Figure 2: Overview of Q-Guided Value-Gradient Matching (Q-VGM).

Empirical Evaluation

Q-VGM is empirically validated on established VLA fine-tuning benchmarks, including LIBERO (multi-task 7-DoF manipulation, 40 tasks), RoboTwin 2.0 (14-DoF dual-arm manipulation, 10 tasks), and two real-world robot tasks using a physical 7-DoF arm. In all cases, the experiments follow a few-shot SFT initialization, collection of offline rollouts, offline critic training, and then fully offline Q-VGM fine-tuning. Baselines include test-time value guidance, Q-selection, action distillation, and direct critic backpropagation methods.

Q-VGM achieves the following key results, significantly improving initial SFT policies and outperforming all competitors sharing the same backbone and critic:

LIBERO: Increases average task success from 75.0% (few-shot SFT) to 92.5%, outperforming next-best Q-guided/diffusion methods by 6–23 percentage points.
RoboTwin 2.0: Improves average success from 76.4% to 87.2%; excels especially on long-horizon and coordination-sensitive tasks.
Real-Robot Tasks: Demonstrates substantial gains (from 40.0% to 67.5% on average) with only self-generated offline data and no additional expert supervision.

Figure 3: Real-robot evaluation results on the Pick Peach task.

A rigorous ablation study highlights that the largest contributors to final policy performance include the critic architecture's state encoding (using RLT), per-layer action injection, and the policy-side keep-best mechanism and velocity gating. Replacing any of these with more naïve variants markedly reduces empirical returns.

Theoretical Implications and Limitations

By grounding flow-matching RL policy improvement in the value-gradient field rather than terminal labels or unstable backpropagation, Q-VGM formalizes fine-tuning as a stochastic optimal control problem and amortizes critic-improved actions into local velocity updates along the entire denoising chain. Theoretically, this connects Q-based improvements to the underlying ODE flows induced by policy sampling, offering improved stability and efficiency over prior approaches.

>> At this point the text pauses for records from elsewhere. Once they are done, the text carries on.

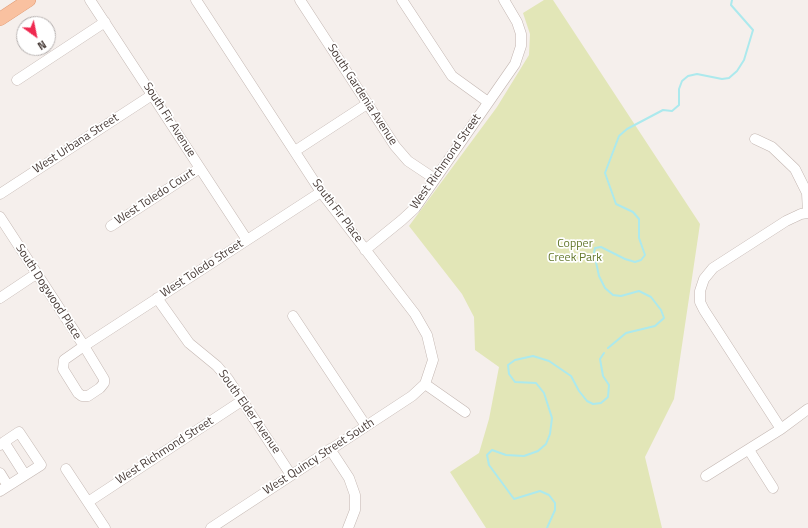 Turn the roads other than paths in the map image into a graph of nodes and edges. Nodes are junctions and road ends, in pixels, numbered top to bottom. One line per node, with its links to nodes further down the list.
1 (29, 0): 7 (main road)
2 (90, 0): 8 (street, South Fir Avenue)
3 (196, 0): 14 (street, South Fir Place)
4 (300, 0): 12 (street, South Gardenia Avenue)
5 (402, 0): 11 (street)
6 (504, 0): 11 (street, West Richmond Street)
7 (0, 19)
8 (105, 22): 9 (street); 10 (street, South Fir Avenue)
9 (17, 80)
10 (152, 95): 15 (street, South Fir Avenue); 18 (street, West Urbana Street)
11 (488, 102): 16 (street, West Richmond Street)
12 (367, 104): 14 (street); 16 (street, South Gardenia Avenue)
13 (755, 139): 19 (street)
14 (295, 151): 17 (street, South Fir Place)
15 (200, 168): 21 (street, West Toledo Court); 22 (street, South Fir Avenue)
16 (434, 179): 23 (street, West Richmond Street)
17 (321, 192): 22 (street, West Toledo Street); 23 (street, South Fir Place)
18 (0, 194)
19 (808, 213): 34 (street)
20 (0, 217): 24 (street, South Dogwood Place)
21 (111, 226)
22 (247, 240): 26 (street, West Toledo Street)
23 (365, 250): 29 (street, South Fir Place)
24 (36, 274): 25 (street); 28 (street, South Dogwood Place)
25 (0, 298)
26 (157, 298): 28 (street, West Toledo Street); 30 (street, South Elder Avenue)
27 (293, 316): 33 (street)
28 (84, 346): 28 (street, South Dogwood Place)
29 (425, 384): 32 (street); 33 (street, West Quincy Street South)
30 (243, 400): 41 (street, South Elder Avenue); 45 (street, West Richmond Street)
31 (808, 409): 34 (street)
32 (465, 412)
33 (366, 426): 36 (street, West Quincy Street South)
34 (781, 429): 37 (street)
35 (2, 443): 40 (street); 40 (street)
36 (330, 449): 41 (street, West Quincy Street South); 48 (street)
37 (749, 450): 42 (street); 44 (street)
38 (66, 469): 45 (street)
39 (0, 473): 43 (street)
40 (25, 475): 43 (street)
41 (291, 475): 47 (street, West Quincy Street South)
42 (706, 476)
43 (4, 488)
44 (773, 488)
45 (88, 502): 46 (street)
46 (105, 528)
47 (211, 528)
48 (348, 528)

One important limitation of Q-VGM is its dependence on the reliability of $\nabla_A Q(s, A)$ , with the critic being accurate primarily near the support of the collected rollouts. The use of a keep-best mechanism and gradient clipping partially addresses extrapolation risk, but broader generalization and scalability—particularly as tasks diversify and horizons grow—remains a challenge. Integrating model-based planning, tighter pathwise regularization, or trust-region strategies into Q-VGM is a potential research direction.

Future Directions

Potential next steps for this research direction in AI RL with flow-matching policies include:

Dynamic trust-region regularization to further constrain policy improvement within high-confidence regions of the critic.
Hybrid model-based/model-free architectures using learned environment models to mitigate horizon scaling and bootstrap value estimation.
Online variants and continual learning, enabling Q-VGM to operate in semi-supervised or interactive settings.
Extension to other generative policy architectures, including those without explicit ODE-based sampling (e.g., score-based or stochastic generative models).

Conclusion

Q-VGM systematically resolves critical obstacles in RL fine-tuning of large flow-matching VLA policies. By converting offline Q-function gradients into precise, denoising-time velocity corrections and avoiding instabilities of direct Q-backpropagation, Q-VGM enables efficient and practical few-shot initialization followed by self-improving experience replay. Empirical results across simulated and real-robot regimes indicate marked gains in generalization and robustness without additional expert data, establishing Q-VGM as a robust foundation for scalable, value-aware VLA fine-tuning (2606.08015).